A partir des années 80, il enregistre « Song X » avec Pat Metheny, « In All Langages » avec son ancien quartette (Cherry, Haden, Higgins) et Prime Time, tourne et enregistre avec les pianistes Geri Allen et Joachim Kühn, avec lequel, à Paris en 1997, il invite sur scène le philosophe Jacques Derrida. En 1991, il co-compose et enregistre la musique du film Naked Lunch de David Cronenberg (d’après l’oeuvre de William Burroughs) en compagnie de Barre Phillips, Denardo Coleman et le London Philharmonic Orchestra.
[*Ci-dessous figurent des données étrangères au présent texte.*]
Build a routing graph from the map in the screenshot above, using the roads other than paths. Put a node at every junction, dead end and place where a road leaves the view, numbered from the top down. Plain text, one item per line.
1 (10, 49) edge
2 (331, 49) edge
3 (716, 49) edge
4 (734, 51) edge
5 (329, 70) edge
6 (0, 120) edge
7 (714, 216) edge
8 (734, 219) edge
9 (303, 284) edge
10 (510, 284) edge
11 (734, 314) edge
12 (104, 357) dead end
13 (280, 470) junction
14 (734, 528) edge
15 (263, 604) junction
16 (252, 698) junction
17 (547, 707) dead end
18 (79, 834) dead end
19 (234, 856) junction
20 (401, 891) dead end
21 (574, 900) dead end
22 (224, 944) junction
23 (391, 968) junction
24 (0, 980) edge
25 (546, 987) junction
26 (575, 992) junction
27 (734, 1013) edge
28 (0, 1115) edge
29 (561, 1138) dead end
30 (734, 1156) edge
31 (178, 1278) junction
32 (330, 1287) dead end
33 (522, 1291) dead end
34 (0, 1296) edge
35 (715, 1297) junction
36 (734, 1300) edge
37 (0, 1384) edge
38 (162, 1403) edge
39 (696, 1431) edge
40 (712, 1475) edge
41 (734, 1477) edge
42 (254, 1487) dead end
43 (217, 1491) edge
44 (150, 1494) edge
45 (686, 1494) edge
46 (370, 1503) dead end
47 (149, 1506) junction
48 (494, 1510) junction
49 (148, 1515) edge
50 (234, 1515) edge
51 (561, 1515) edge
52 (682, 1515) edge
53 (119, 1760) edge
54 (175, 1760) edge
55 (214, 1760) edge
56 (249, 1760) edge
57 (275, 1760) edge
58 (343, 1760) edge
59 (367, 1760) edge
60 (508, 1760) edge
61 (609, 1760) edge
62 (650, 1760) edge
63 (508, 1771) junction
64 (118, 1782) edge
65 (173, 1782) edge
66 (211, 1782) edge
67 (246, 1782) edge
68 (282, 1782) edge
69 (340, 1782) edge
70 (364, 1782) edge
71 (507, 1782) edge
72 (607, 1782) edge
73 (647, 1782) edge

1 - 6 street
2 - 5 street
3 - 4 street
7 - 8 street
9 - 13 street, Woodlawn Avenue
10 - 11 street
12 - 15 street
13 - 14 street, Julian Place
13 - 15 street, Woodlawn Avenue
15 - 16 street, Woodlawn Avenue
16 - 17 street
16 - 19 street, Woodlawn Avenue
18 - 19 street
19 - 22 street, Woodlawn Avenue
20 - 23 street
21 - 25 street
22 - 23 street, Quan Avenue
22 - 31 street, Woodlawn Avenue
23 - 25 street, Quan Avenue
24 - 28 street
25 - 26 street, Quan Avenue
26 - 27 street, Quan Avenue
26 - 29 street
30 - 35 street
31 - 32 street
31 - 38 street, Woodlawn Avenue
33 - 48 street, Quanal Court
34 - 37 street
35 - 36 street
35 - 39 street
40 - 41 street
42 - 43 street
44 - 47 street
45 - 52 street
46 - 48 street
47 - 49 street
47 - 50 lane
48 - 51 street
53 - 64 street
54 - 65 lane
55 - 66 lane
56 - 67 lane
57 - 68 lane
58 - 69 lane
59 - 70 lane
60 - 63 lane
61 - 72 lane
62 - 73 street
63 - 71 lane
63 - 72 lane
En 2011, à l’âge de 81 ans, il se produit avec Sonny Rollins, Christian McBride et Roy Haynes.
Curieusement, après s’être imposé comme le seul grand novateur depuis Charlie Parker (qu’il aime et respecte), Ornette Coleman apparait aujourd’hui moins comme un pionnier du saxophone (à une époque où se dressèrent les fortes figures de Rollins, Coltrane et Ayler) que comme le plus prolixe (depuis Duke Ellington) inventeur de chansons, de compositions singulières et lyriques, de petits airs aigres-doux qui dansent, légers, fluides, habités d’une étrange allégresse. "Un compositeur qui joue", tel qu’il se définit ici. Timide, sur scène il paraît gêné comme un adolescent, lui qui est la douceur même on ne lui a rien passé, ni son saxophone en plastique blanc, ni son jeu tout à fait singulier au violon et à la trompette, ni ses tenues voyantes...
Pourquoi, Ornette Coleman, avez-vous intitulé votre nouveau groupe « Prime time » ?
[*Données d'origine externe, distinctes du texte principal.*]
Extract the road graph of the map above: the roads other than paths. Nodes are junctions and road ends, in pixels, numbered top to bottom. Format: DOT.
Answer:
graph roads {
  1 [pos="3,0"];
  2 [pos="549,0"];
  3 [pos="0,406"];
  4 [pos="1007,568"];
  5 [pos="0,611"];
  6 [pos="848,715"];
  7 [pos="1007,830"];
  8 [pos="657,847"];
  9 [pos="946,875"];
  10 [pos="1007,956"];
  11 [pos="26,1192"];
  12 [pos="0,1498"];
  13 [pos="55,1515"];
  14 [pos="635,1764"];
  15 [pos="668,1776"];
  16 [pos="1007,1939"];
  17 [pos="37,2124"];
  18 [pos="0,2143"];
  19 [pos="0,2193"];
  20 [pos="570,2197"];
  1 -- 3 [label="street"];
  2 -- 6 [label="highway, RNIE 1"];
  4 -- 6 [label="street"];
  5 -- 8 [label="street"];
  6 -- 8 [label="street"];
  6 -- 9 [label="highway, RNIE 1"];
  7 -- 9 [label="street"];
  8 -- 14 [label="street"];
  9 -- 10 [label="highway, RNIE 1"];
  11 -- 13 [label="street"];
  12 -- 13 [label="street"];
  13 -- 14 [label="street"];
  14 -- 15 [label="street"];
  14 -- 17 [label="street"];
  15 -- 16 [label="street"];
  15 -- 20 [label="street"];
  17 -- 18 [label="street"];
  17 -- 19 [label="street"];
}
À cause de la manière dont la musique se joue : rien n’est programmé dans une certaine direction, il n’y a que les compositions que j’écris. Les musiciens les apprennent puis ils font ce qu’ils veulent avec. C’est toujours très imprévisible.
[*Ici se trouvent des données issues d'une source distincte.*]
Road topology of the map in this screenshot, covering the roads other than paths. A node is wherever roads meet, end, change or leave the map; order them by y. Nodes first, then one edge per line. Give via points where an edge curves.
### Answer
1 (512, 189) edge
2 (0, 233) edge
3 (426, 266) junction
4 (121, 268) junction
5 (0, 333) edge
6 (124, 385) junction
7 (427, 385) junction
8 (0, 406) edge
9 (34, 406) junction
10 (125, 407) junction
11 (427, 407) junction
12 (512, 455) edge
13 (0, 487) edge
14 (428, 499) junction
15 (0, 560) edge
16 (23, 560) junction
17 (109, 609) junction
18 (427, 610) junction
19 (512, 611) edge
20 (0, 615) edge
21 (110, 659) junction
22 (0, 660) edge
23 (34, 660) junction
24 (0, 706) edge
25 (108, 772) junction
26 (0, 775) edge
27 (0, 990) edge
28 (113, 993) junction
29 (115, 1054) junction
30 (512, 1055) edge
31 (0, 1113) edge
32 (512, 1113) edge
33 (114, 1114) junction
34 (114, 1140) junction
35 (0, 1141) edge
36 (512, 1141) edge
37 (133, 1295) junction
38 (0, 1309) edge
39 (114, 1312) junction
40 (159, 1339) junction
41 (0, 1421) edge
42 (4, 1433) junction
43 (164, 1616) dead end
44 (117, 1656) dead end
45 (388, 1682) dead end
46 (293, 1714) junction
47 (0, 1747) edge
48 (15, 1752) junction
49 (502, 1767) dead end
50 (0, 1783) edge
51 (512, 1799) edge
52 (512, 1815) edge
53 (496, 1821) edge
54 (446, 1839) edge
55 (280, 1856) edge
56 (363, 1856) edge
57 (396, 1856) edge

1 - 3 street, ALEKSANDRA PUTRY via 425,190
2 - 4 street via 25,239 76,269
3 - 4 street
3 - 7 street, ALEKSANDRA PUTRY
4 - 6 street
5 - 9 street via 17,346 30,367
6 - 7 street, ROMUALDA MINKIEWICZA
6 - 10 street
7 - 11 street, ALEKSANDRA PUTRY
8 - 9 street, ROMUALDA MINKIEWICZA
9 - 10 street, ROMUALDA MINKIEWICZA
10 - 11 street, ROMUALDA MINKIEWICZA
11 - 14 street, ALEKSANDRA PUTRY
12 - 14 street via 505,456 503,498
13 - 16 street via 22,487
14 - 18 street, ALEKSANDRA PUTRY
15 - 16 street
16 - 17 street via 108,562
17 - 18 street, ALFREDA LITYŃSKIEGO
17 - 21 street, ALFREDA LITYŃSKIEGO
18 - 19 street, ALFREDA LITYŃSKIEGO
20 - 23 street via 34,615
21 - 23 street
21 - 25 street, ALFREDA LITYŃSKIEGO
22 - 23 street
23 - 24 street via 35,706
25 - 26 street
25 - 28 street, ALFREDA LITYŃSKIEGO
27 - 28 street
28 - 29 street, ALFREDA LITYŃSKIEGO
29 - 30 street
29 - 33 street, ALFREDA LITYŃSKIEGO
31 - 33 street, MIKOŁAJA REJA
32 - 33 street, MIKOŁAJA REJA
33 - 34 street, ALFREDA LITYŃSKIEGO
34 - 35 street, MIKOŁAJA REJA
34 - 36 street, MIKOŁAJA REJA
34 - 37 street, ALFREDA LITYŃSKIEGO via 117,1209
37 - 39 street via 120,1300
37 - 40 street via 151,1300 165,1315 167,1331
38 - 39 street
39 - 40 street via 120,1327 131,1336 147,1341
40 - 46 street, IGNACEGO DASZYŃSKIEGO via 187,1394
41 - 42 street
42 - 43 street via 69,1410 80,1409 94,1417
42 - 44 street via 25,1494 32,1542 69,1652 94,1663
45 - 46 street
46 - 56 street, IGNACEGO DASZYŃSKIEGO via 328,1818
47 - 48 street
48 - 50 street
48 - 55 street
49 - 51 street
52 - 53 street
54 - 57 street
Ce groupe comprend une section rythmique double. Cela a-t-il quelque rapport avec votre double quartette de 1960 ?
Non, le seul rapport serait cette théorie musicale, « harmolodique », qui pose que rythme, tempo, harmonies et mélodies ont valeur égale. Quand quelqu’un a joué une partie, un autre musicien joue une autre partie ; il faut toujours venir au centre et y rester par mouvements circulaires. Cette structure m’a permis d’être le musicien le plus libre… Ceci étant, si je pouvais jouer avec un orchestre numériquement plus important, je le ferais. Actuellement, le septette est tout ce que je peux me permettre économiquement parlant pour partir en tournée.
Vous venez de composer et d’enregistrer la musique du film Box Office...
C’est une histoire d’amour au temps de la Genèse, mise en scène par Joseph Bogdanovitch. J’ai utilisé un chanteur d’opéra, un chanteur de rock et un orchestre de studio de cinquante musiciens.
Le pianiste Freddie Redd a participé, lui aussi, à ce film...
Oui, mais comme comédien.
Les instruments électriques dont vous vous entourez aujourd’hui ont-ils eu quelque effet sur votre travail au saxophone ?
Comme certains instruments sont dificiles à entendre sans amplication, on a fait des instruments électriques : pour qu’on puisse les entendre. Mais ça ne change rien à mon style et à ma conception du saxophone, peut-être que ça me permet simplement davantage de liberté.
Pensez-vous aller plus loin dans cette voie ?
Je suis en train de composer The Oldest Language, pour 125 musiciens tempérés et non-tempérés [1]. Je me considère comme un compositeur qui joue, car si j’essaie d’être entendu, c’est pour la musique que j’écris — l’instrumentation peut changer.
Vous vous considérez donc davantage comme un compositeur que comme un instrumentiste…
Il y a beaucoup, beaucoup de musiciens...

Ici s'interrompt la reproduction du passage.